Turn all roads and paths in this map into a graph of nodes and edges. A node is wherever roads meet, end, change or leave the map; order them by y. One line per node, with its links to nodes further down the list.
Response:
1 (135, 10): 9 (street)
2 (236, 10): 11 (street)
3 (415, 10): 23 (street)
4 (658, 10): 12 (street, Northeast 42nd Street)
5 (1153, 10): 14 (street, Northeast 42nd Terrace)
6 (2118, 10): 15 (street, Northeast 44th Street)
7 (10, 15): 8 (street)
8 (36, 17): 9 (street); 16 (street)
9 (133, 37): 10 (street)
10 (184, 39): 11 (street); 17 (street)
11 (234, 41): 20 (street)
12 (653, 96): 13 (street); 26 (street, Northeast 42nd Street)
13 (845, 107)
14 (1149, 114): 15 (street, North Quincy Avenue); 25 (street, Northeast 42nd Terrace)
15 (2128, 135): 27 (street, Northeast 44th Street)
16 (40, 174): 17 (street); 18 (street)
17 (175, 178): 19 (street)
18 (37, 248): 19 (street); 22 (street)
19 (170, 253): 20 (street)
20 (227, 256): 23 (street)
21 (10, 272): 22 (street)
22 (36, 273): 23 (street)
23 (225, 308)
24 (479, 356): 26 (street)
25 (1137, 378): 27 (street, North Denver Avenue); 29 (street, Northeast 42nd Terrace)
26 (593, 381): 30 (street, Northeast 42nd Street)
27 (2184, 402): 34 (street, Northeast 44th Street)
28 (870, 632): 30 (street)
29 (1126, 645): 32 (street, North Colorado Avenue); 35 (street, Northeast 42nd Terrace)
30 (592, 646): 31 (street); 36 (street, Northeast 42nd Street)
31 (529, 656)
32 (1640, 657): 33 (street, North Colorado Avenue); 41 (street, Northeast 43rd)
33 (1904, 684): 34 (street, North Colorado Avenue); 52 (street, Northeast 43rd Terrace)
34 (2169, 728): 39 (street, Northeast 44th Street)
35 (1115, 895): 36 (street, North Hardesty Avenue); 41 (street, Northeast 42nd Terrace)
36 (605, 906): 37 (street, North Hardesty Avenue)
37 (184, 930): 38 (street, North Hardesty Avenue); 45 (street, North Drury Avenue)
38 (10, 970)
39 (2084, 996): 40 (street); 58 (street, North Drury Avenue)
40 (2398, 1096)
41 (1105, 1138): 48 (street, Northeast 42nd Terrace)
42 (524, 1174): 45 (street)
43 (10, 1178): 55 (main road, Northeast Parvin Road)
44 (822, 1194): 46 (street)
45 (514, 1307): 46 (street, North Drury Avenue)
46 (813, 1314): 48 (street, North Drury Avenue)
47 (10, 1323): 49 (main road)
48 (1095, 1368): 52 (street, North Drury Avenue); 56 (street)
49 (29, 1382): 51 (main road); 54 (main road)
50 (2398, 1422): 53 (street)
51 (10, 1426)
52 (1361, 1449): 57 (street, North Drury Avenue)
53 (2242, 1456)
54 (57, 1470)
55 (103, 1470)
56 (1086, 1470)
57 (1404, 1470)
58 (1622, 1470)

____

● EXERCISE DIRECTIONS: Determine how many lines of the entries contain the string "Drury", and reply with nothing but the number.

● EXERCISE OUTPUT: 6